6. Betlehem, Etam, Tekoa,

7. Bet-Zur, Socho, Adullam,

8. Gat, Maresa, Zif,

9. Adoraïm, Lachis, Azeka,

10. Zora, Ajalon en Hebron. Dit werden in Juda en Benjamin de versterkte steden.

11. Hij versterkte de forten daar, plaatste er aanvoerders en legde er voorraden voedsel, olie en wijn aan.

12. Bovendien sloeg hij in elke stad schilden en speren op. Zo werden het zeer sterke vestingen en kreeg hij de macht in Juda en Benjamin vast in handen.

13. De priesters en Levieten uit heel Israël voegden zich bij hem.

14. De Levieten verlieten namelijk hun weidegronden en bezittingen en verhuisden naar Juda en Jeruzalem, omdat zij door Jerobeam en zijn zonen uit het priesterambt voor de Heer gezet waren.

15. Jerobeam had zelf priesters aangesteld voor de offerhoogten voor de demonen en voor de door hem gemaakte stierkalveren.

16. Daarna kwamen er ook uit alle stammen van Israël mensen naar Jeruzalem die besloten hadden om hun hart te volgen en de Heer, de God van Israël, te zoeken en offers te blijven brengen aan de Heer, de God van hun voorvaders.

17. Zo versterkten zij het koninkrijk Juda en steunden drie jaar lang Rehabeam, de zoon van Salomo.
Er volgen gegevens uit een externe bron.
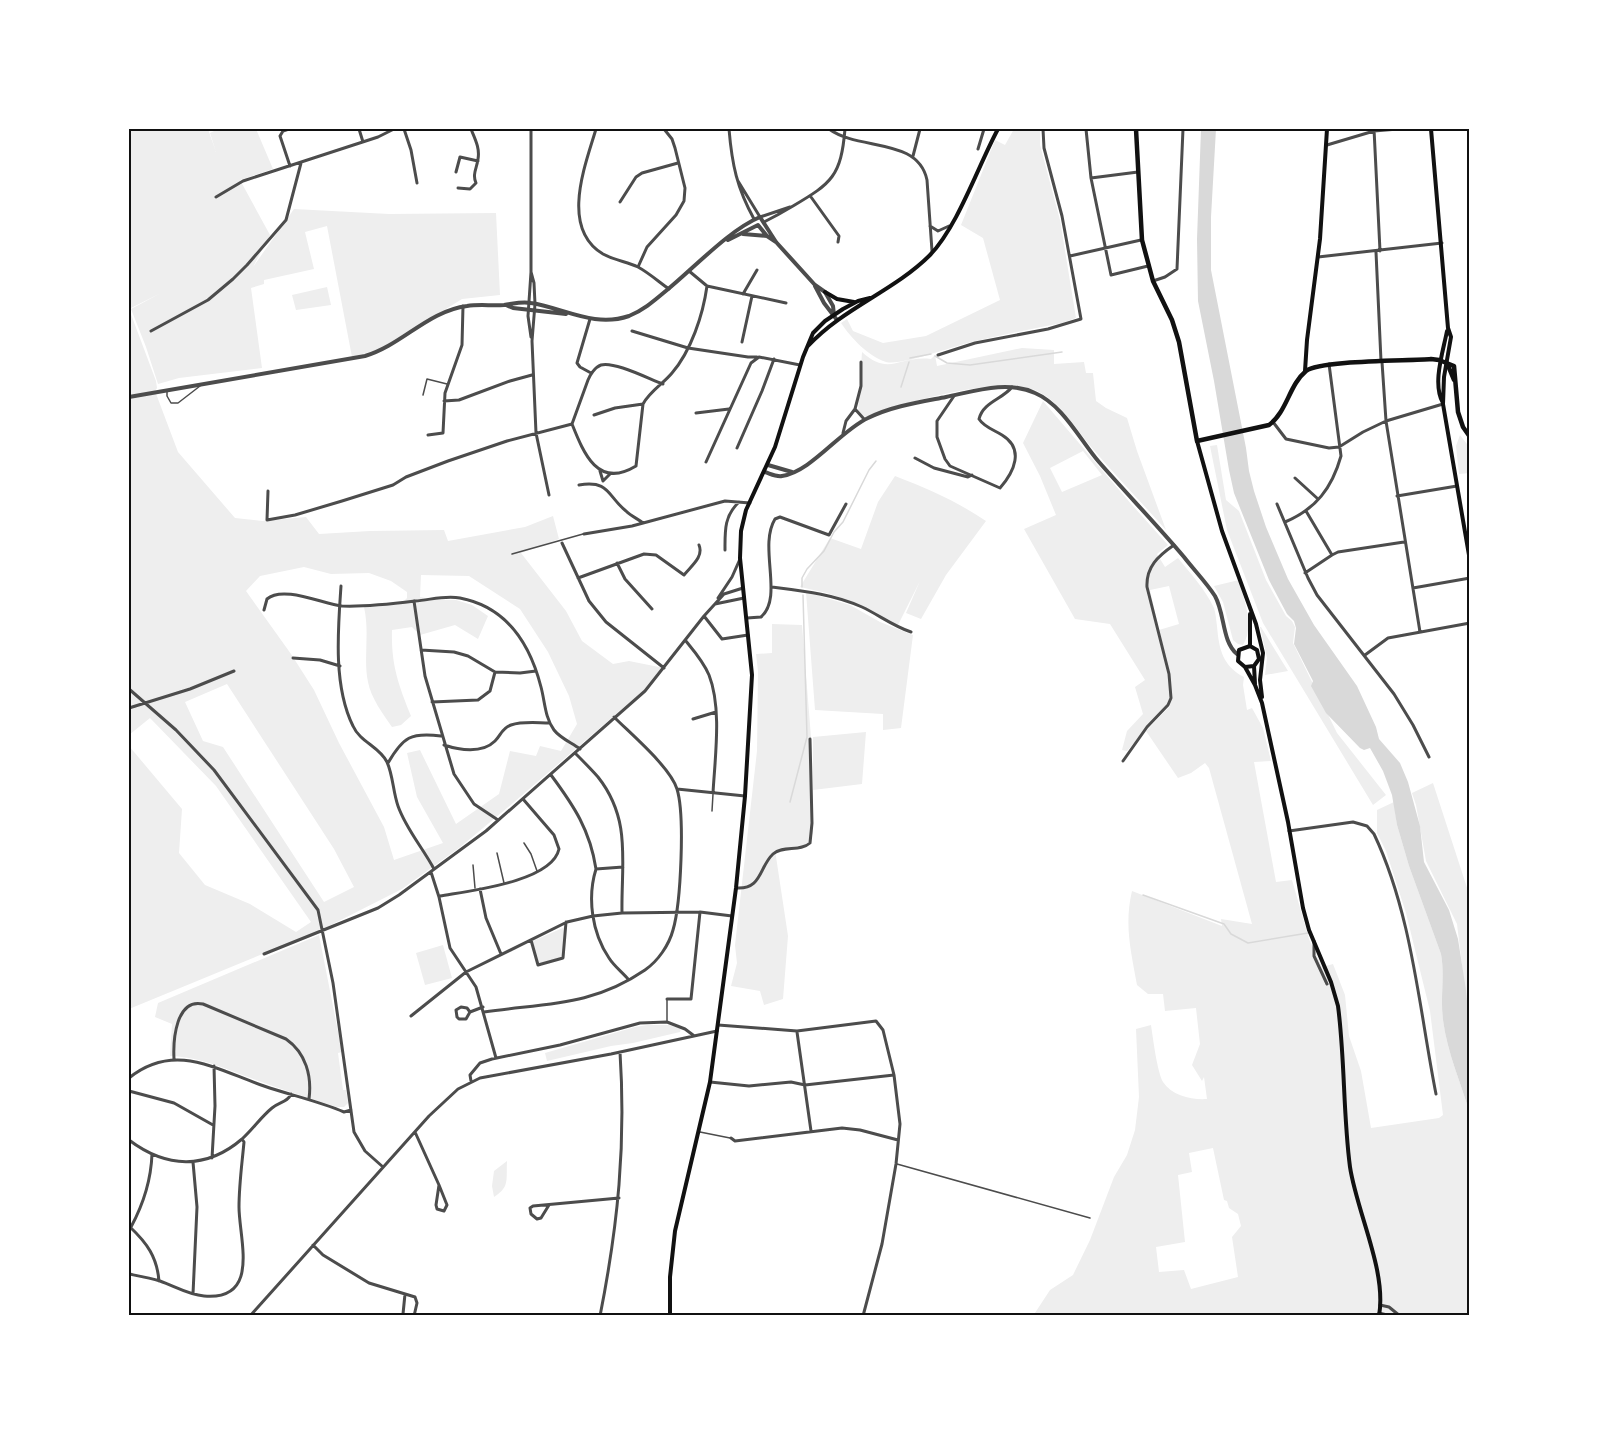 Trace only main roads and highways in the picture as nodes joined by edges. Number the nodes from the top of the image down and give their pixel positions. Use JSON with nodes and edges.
{"nodes":[{"id":1,"x":998,"y":129,"type":"edge"},
{"id":2,"x":1136,"y":129,"type":"edge"},
{"id":3,"x":1327,"y":129,"type":"edge"},
{"id":4,"x":1431,"y":129,"type":"edge"},
{"id":5,"x":825,"y":292,"type":"road end"},
{"id":6,"x":870,"y":298,"type":"junction"},
{"id":7,"x":858,"y":301,"type":"junction"},
{"id":8,"x":836,"y":317,"type":"junction"},
{"id":9,"x":1444,"y":362,"type":"junction"},
{"id":10,"x":1305,"y":372,"type":"junction"},
{"id":11,"x":1470,"y":437,"type":"edge"},
{"id":12,"x":1197,"y":441,"type":"junction"},
{"id":13,"x":1470,"y":561,"type":"edge"},
{"id":14,"x":1250,"y":608,"type":"junction"},
{"id":15,"x":1250,"y":646,"type":"junction"},
{"id":16,"x":1254,"y":666,"type":"junction"},
{"id":17,"x":1245,"y":668,"type":"junction"},
{"id":18,"x":1255,"y":685,"type":"junction"},
{"id":19,"x":1262,"y":703,"type":"junction"},
{"id":20,"x":1379,"y":1314,"type":"edge"},
{"id":21,"x":670,"y":1316,"type":"edge"}],
"edges":[{"from":1,"to":6,"type":"main road"},
{"from":2,"to":12,"type":"main road"},
{"from":3,"to":10,"type":"main road"},
{"from":4,"to":9,"type":"main road"},
{"from":5,"to":7,"type":"main road"},
{"from":6,"to":7,"type":"main road"},
{"from":6,"to":8,"type":"main road"},
{"from":7,"to":8,"type":"main road"},
{"from":8,"to":21,"type":"main road"},
{"from":9,"to":10,"type":"main road"},
{"from":9,"to":11,"type":"main road"},
{"from":9,"to":13,"type":"main road"},
{"from":10,"to":12,"type":"main road"},
{"from":12,"to":14,"type":"main road"},
{"from":14,"to":15,"type":"main road"},
{"from":14,"to":19,"type":"main road"},
{"from":15,"to":16,"type":"main road"},
{"from":15,"to":17,"type":"main road"},
{"from":16,"to":17,"type":"main road"},
{"from":16,"to":18,"type":"main road"},
{"from":17,"to":18,"type":"main road"},
{"from":18,"to":19,"type":"main road"},
{"from":19,"to":20,"type":"main road"}]} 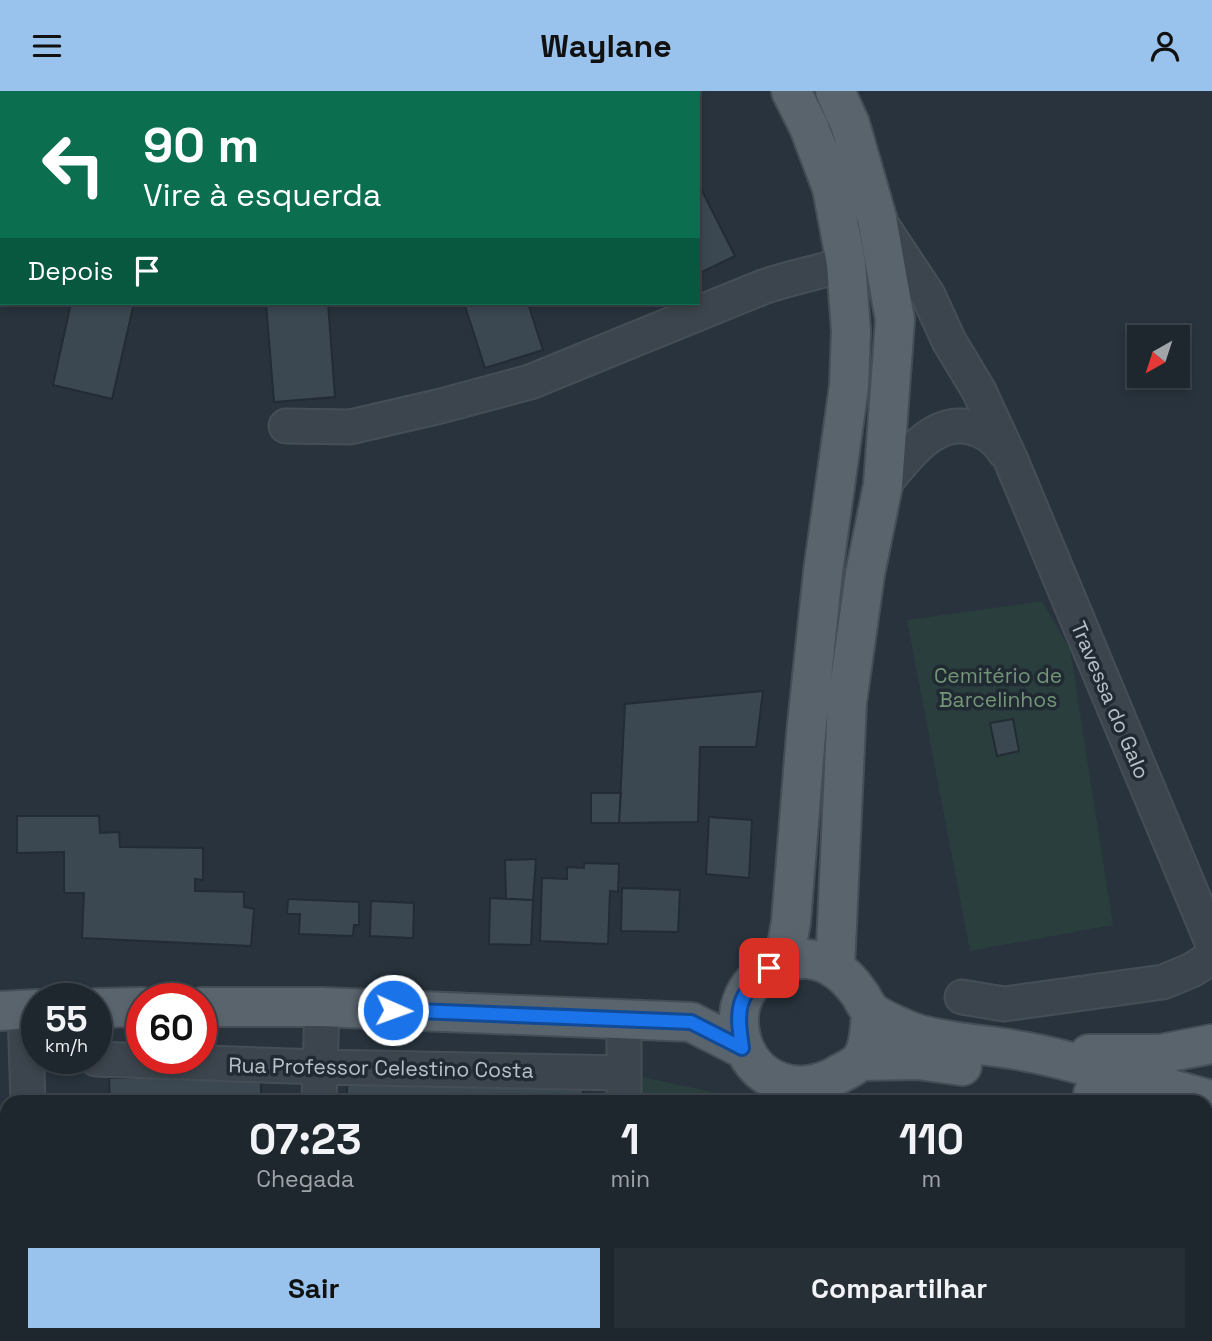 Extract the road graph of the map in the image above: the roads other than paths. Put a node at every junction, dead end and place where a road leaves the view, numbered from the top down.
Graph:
1 (791, 91) edge
2 (835, 91) edge
3 (877, 218) junction
4 (846, 263) junction
5 (286, 426) dead end
6 (1010, 458) junction
7 (883, 485) junction
8 (1212, 942) edge
9 (1212, 957) edge
10 (785, 962) junction
11 (835, 968) junction
12 (962, 997) dead end
13 (740, 1001) junction
14 (217, 1007) edge
15 (322, 1007) junction
16 (871, 1011) junction
17 (624, 1019) junction
18 (691, 1022) junction
19 (1212, 1044) edge
20 (742, 1048) junction
21 (1037, 1054) junction
22 (112, 1060) edge
23 (860, 1061) junction
24 (320, 1067) junction
25 (26, 1074) edge
26 (624, 1088) edge
27 (27, 1095) edge
28 (320, 1095) edge
29 (1084, 1095) edge
30 (1193, 1095) edge

1 - 4 main road
2 - 3 main road
3 - 6 street, Travessa do Galo
3 - 7 main road
4 - 5 street
4 - 10 main road
6 - 7 street, Travessa do Galo
6 - 8 street, Travessa do Galo
7 - 11 main road
9 - 12 street
10 - 11 main road
10 - 13 main road
11 - 16 main road
13 - 18 main road
13 - 20 main road
14 - 15 main road
15 - 17 main road
15 - 24 street
16 - 21 main road
16 - 23 main road
17 - 18 main road
17 - 26 street
18 - 20 main road
19 - 21 main road
20 - 23 main road
21 - 30 main road
22 - 24 street, Rua Professor Celestino Costa
23 - 29 main road
24 - 26 street, Rua Professor Celestino Costa
24 - 28 street
25 - 27 street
Want drie jaar lang bewandelden ze de weg die David en Salomo bewandeld hadden.

18. Rehabeam, die getrouwd was met Mahalat, de dochter van Jerimot, een zoon van David, nam ook Abichaïl tot vrouw, de dochter van Eliab, de zoon van Isaï.

19. Ze schonk hem zonen: Jeüs, Semarja en Zaham.

20. Daarna trouwde hij met Maächa, de dochter van Absalom. Zij schonk hem Abia, Attai, Ziza en Selomit.

21. Rehabeam hield meer van Maächa, de dochter van Absalom, dan van al zijn andere vrouwen en bijvrouwen – hij had namelijk 18 vrouwen en 60 bijvrouwen en kreeg 28 zonen en 60 dochters –

22. en stelde Maächa's zoon Abiam aan als hoofd over zijn broers, want hij wilde hem als troonopvolger.

23. Hij was zo verstandig om een aantal van zijn zonen te verspreiden over de versterkte steden in het hele gebied van Juda en Benjamin. Hij leverde hun voedsel in overvloed en koos [voor hen] een groot aantal vrouwen uit.

»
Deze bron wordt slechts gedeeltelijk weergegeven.